Il Ministro delle Finanze Nguyen Van Thang ha dichiarato che questo emendamento alla legge mira a rafforzare il decentramento e la delega di autorità nella fissazione dei prezzi da parte dello Stato. Di conseguenza, i ministeri e le agenzie fisseranno i prezzi solo per i beni gestiti dal governo centrale, mentre per i restanti articoli la decisione sarà decentralizzata ai Comitati Popolari provinciali.
Inoltre, in linea con la politica di ulteriore rafforzamento del decentramento e della delega di autorità per determinati beni e servizi, la legge continua a essere modificata per ridurre l'autorità di determinazione dei prezzi da due livelli a un solo livello, con l'obiettivo di migliorare la proattività, la flessibilità e la tempestività delle autorità e degli enti locali.
Questa è considerata una delle innovazioni più importanti della legge sui prezzi modificata, in linea con le esigenze delle attuali riforme istituzionali e organizzative.
Le modifiche alla legge si concentrano su diverse questioni chiave, tra cui: il decentramento dell'autorità di gestione dei prezzi; l'adeguamento dell'elenco dei beni e servizi soggetti alla regolamentazione statale dei prezzi; le condizioni per lo svolgimento dei servizi di valutazione dei prezzi; e la regolamentazione delle ispezioni e delle verifiche specializzate in materia di prezzi. Pur essendo principalmente di natura legislativa, tali modifiche rivestono una notevole importanza istituzionale, mirando a garantire la coerenza, l'uniformità e la fattibilità dell'ordinamento giuridico nella pratica.
In particolare, per allinearsi al modello di governo locale a due livelli, la legge ha modificato e integrato le norme relative all'autorità preposta all'organizzazione della stabilizzazione dei prezzi. Di conseguenza, il compito di stabilizzare i prezzi è stato trasferito dal Comitato popolare a livello distrettuale al Comitato popolare a livello comunale. Allo stesso tempo, con l'attuale meccanismo di decentramento nella stabilizzazione dei prezzi previsto dalla legge, si crea maggiore flessibilità e proattività per le amministrazioni locali nell'attuazione della stabilizzazione dei prezzi nei rispettivi territori, in base alle risorse locali, eliminando la necessità di un livello distrettuale.

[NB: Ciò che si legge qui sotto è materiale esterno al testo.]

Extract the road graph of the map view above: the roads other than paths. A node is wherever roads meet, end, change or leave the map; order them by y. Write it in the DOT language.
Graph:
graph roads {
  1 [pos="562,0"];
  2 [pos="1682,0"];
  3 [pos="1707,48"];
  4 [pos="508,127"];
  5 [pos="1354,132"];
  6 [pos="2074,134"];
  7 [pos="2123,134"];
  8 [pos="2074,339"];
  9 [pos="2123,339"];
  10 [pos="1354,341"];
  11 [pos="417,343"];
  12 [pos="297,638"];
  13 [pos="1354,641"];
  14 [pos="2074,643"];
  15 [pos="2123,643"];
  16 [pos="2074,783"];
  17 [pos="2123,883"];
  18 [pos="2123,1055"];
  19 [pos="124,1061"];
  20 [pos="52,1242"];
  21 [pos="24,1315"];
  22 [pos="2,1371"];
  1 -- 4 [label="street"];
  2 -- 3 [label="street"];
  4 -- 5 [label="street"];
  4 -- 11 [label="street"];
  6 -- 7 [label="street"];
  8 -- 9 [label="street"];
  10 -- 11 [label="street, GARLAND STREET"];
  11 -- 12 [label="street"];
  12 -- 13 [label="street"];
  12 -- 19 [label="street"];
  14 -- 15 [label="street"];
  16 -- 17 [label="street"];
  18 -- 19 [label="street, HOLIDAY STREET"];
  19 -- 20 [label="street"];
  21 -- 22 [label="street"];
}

Nel campo della valutazione, la legge abolisce il requisito che il rappresentante autorizzato di un ente contribuente debba essere un perito valutatore certificato. Questa nuova normativa semplifica le procedure amministrative, riduce i costi di conformità per le imprese e crea condizioni più favorevoli per gli investimenti e le attività commerciali nei servizi di valutazione.
Per garantire la coerenza con la Legge sull'Ispezione, la Legge sui Prezzi modificata ha adeguato la denominazione dell'ente preposto alle ispezioni sui prezzi, passando da "agenzie di ispezione finanziaria" ad "agenzie di ispezione che svolgono funzioni di controllo nel settore dei prezzi, come previsto dalla legge sull'ispezione". Allo stesso tempo, mantiene le disposizioni relative alla verifica del rispetto delle leggi sui prezzi e alla valutazione dei prezzi, garantendo che tali verifiche e valutazioni continuino secondo le modalità attualmente in vigore e non subiscano interruzioni.
Un altro importante sviluppo è l'inclusione dei servizi infrastrutturali per parchi industriali, zone economiche, zone ad alta tecnologia, zone a concentrazione di tecnologie digitali e cluster industriali finanziati dal bilancio statale nell'elenco dei beni e servizi soggetti al controllo dei prezzi da parte dello Stato. L'autorità di fissare i prezzi di questi servizi è delegata ai Comitati Popolari provinciali, con l'obiettivo di risolvere le difficoltà pratiche incontrate in passato da molte amministrazioni locali nella riscossione dei canoni per i servizi infrastrutturali.